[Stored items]
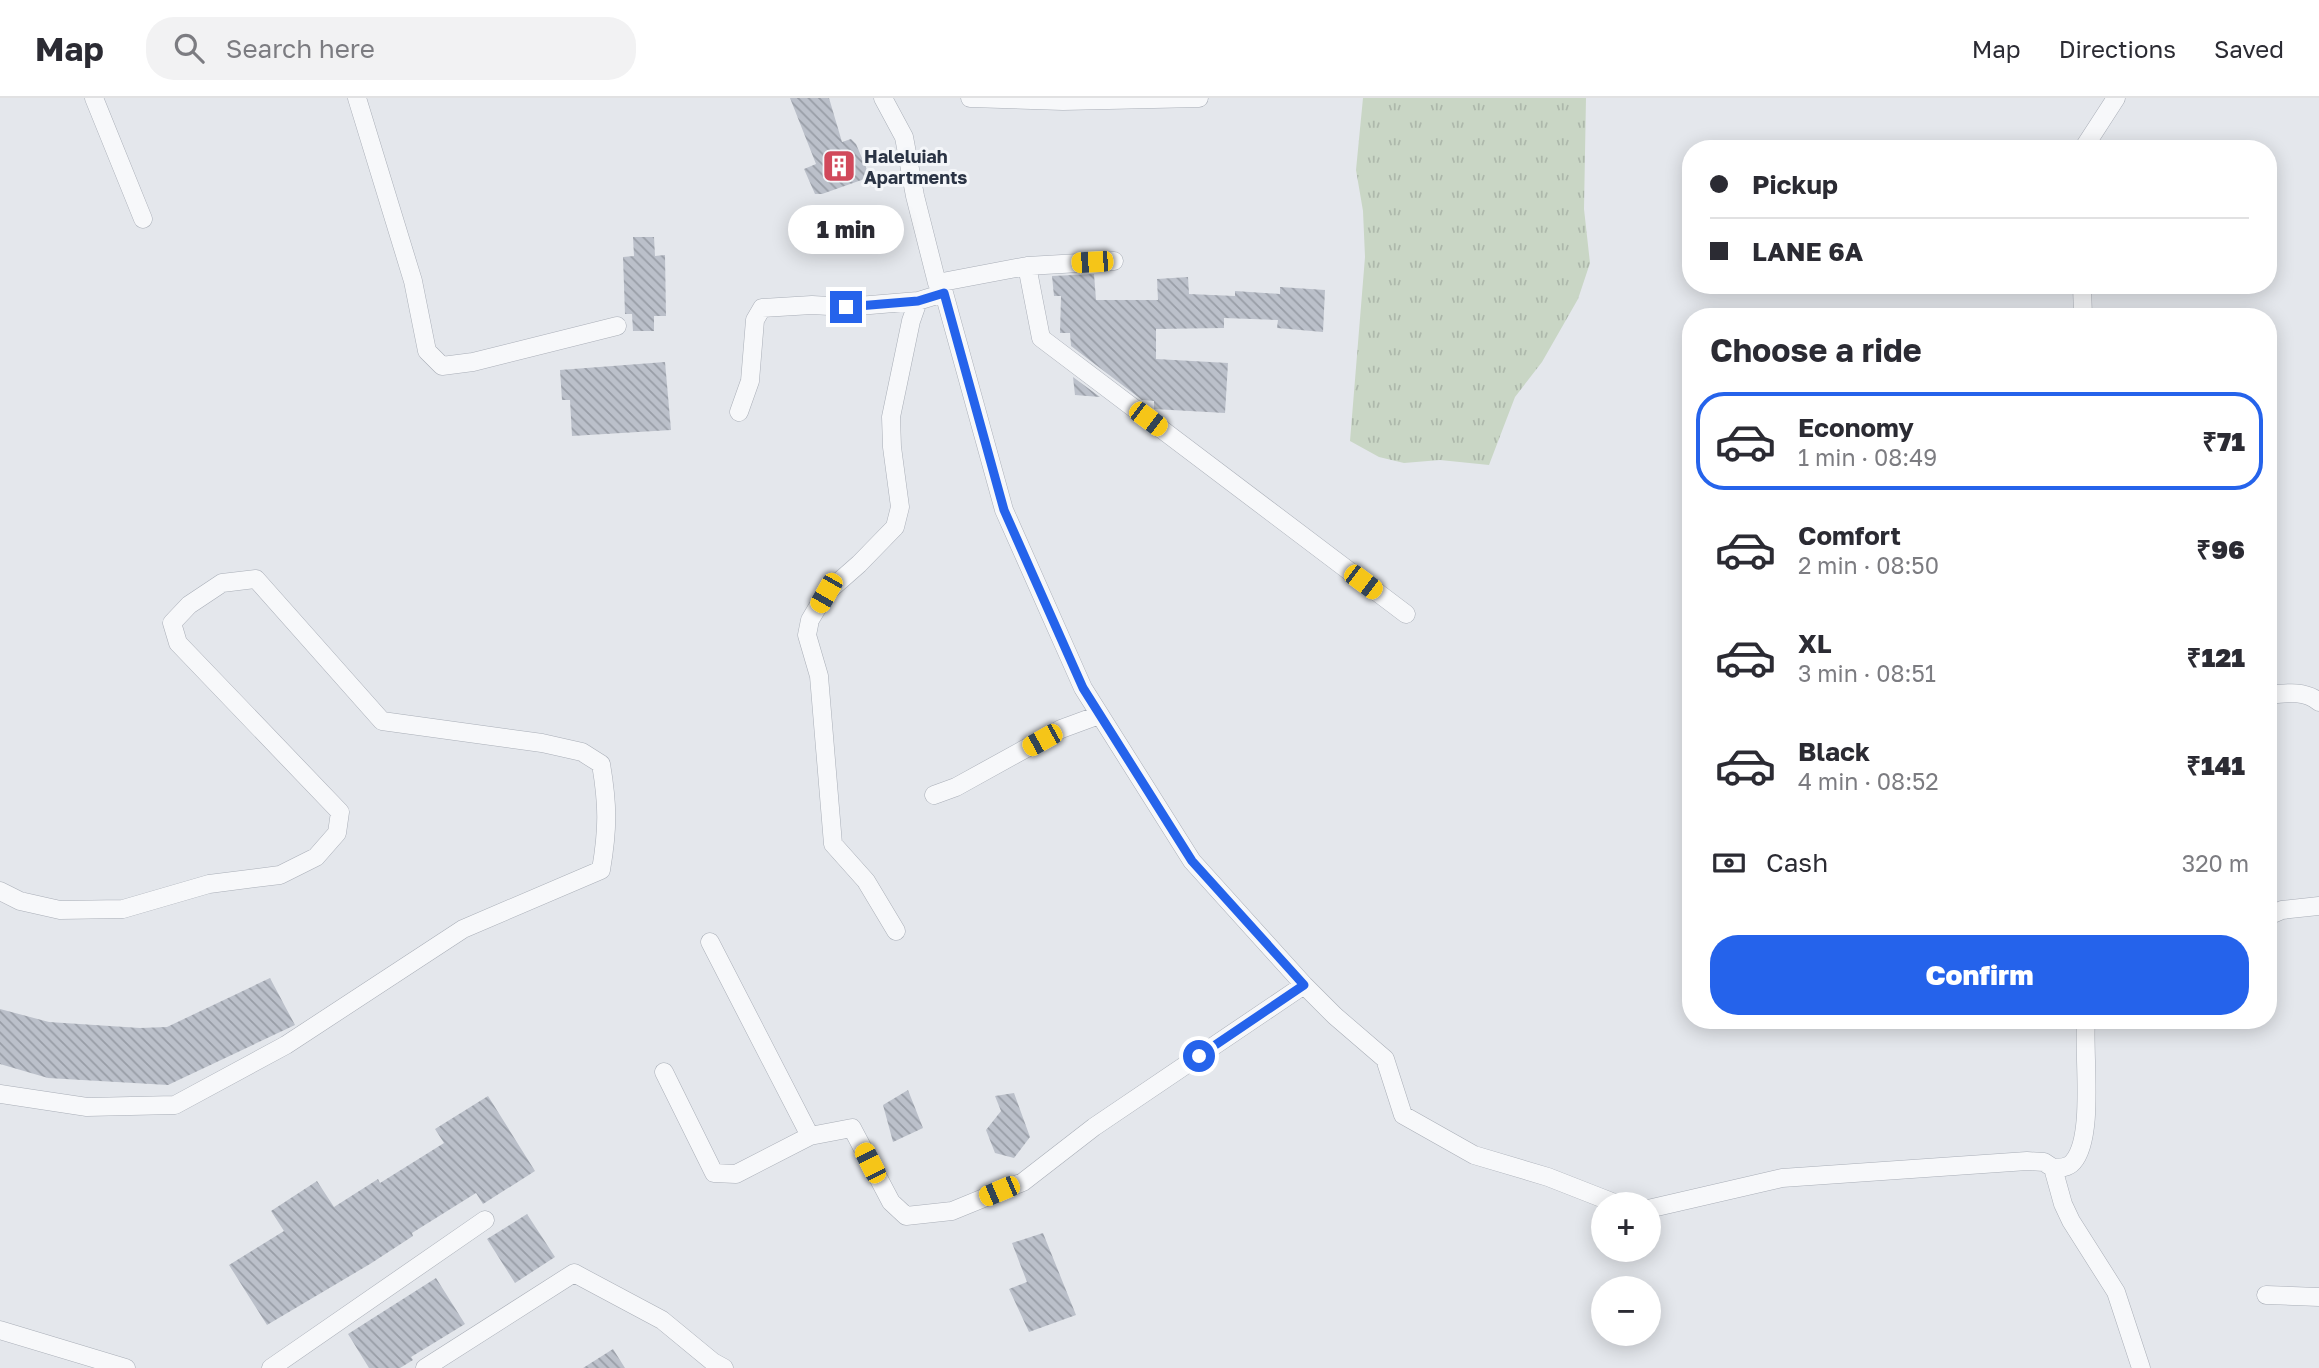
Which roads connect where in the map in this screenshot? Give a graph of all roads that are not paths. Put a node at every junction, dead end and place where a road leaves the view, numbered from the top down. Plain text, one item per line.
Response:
1 (94, 98) edge
2 (357, 98) edge
3 (970, 98) edge
4 (1199, 98) edge
5 (2116, 98) edge
6 (886, 99) edge
7 (2089, 140) edge
8 (143, 219) dead end
9 (1114, 261) dead end
10 (1027, 266) junction
11 (941, 288) junction
12 (918, 301) junction
13 (617, 327) dead end
14 (739, 412) dead end
15 (1406, 614) dead end
16 (2277, 694) edge
17 (2319, 702) edge
18 (1099, 715) junction
19 (934, 795) dead end
20 (0, 891) edge
21 (2319, 906) edge
22 (2277, 912) edge
23 (896, 931) dead end
24 (710, 942) dead end
25 (1304, 985) junction
26 (2086, 1029) edge
27 (664, 1072) dead end
28 (0, 1094) edge
29 (810, 1136) junction
30 (2053, 1168) junction
31 (1591, 1194) edge
32 (1661, 1206) edge
33 (485, 1220) dead end
34 (2266, 1295) dead end
35 (2319, 1297) edge
36 (0, 1329) edge
37 (714, 1366) edge
38 (126, 1368) edge
39 (271, 1368) edge
40 (425, 1368) edge
41 (2141, 1368) edge

1 - 8 street
2 - 13 street
3 - 4 street
5 - 7 street
6 - 11 street
9 - 10 street
10 - 11 street
10 - 15 street
11 - 12 street
11 - 18 street
12 - 14 street
12 - 23 street
16 - 17 street
18 - 19 street
18 - 25 street
20 - 28 street
21 - 22 street
24 - 29 street
25 - 29 street
25 - 31 street
26 - 30 street
27 - 29 street
30 - 32 street
30 - 41 street
33 - 39 street
34 - 35 street
36 - 38 street
37 - 40 street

> _Task brief_
Your task is to repeat the records exactly. Images do not belong in the copy.

> _Exercise output_
Which roads connect where in the map in this screenshot? Give a graph of all roads that are not paths. Put a node at every junction, dead end and place where a road leaves the view, numbered from the top down. Plain text, one item per line.
Response:
1 (94, 98) edge
2 (357, 98) edge
3 (970, 98) edge
4 (1199, 98) edge
5 (2116, 98) edge
6 (886, 99) edge
7 (2089, 140) edge
8 (143, 219) dead end
9 (1114, 261) dead end
10 (1027, 266) junction
11 (941, 288) junction
12 (918, 301) junction
13 (617, 327) dead end
14 (739, 412) dead end
15 (1406, 614) dead end
16 (2277, 694) edge
17 (2319, 702) edge
18 (1099, 715) junction
19 (934, 795) dead end
20 (0, 891) edge
21 (2319, 906) edge
22 (2277, 912) edge
23 (896, 931) dead end
24 (710, 942) dead end
25 (1304, 985) junction
26 (2086, 1029) edge
27 (664, 1072) dead end
28 (0, 1094) edge
29 (810, 1136) junction
30 (2053, 1168) junction
31 (1591, 1194) edge
32 (1661, 1206) edge
33 (485, 1220) dead end
34 (2266, 1295) dead end
35 (2319, 1297) edge
36 (0, 1329) edge
37 (714, 1366) edge
38 (126, 1368) edge
39 (271, 1368) edge
40 (425, 1368) edge
41 (2141, 1368) edge

1 - 8 street
2 - 13 street
3 - 4 street
5 - 7 street
6 - 11 street
9 - 10 street
10 - 11 street
10 - 15 street
11 - 12 street
11 - 18 street
12 - 14 street
12 - 23 street
16 - 17 street
18 - 19 street
18 - 25 street
20 - 28 street
21 - 22 street
24 - 29 street
25 - 29 street
25 - 31 street
26 - 30 street
27 - 29 street
30 - 32 street
30 - 41 street
33 - 39 street
34 - 35 street
36 - 38 street
37 - 40 street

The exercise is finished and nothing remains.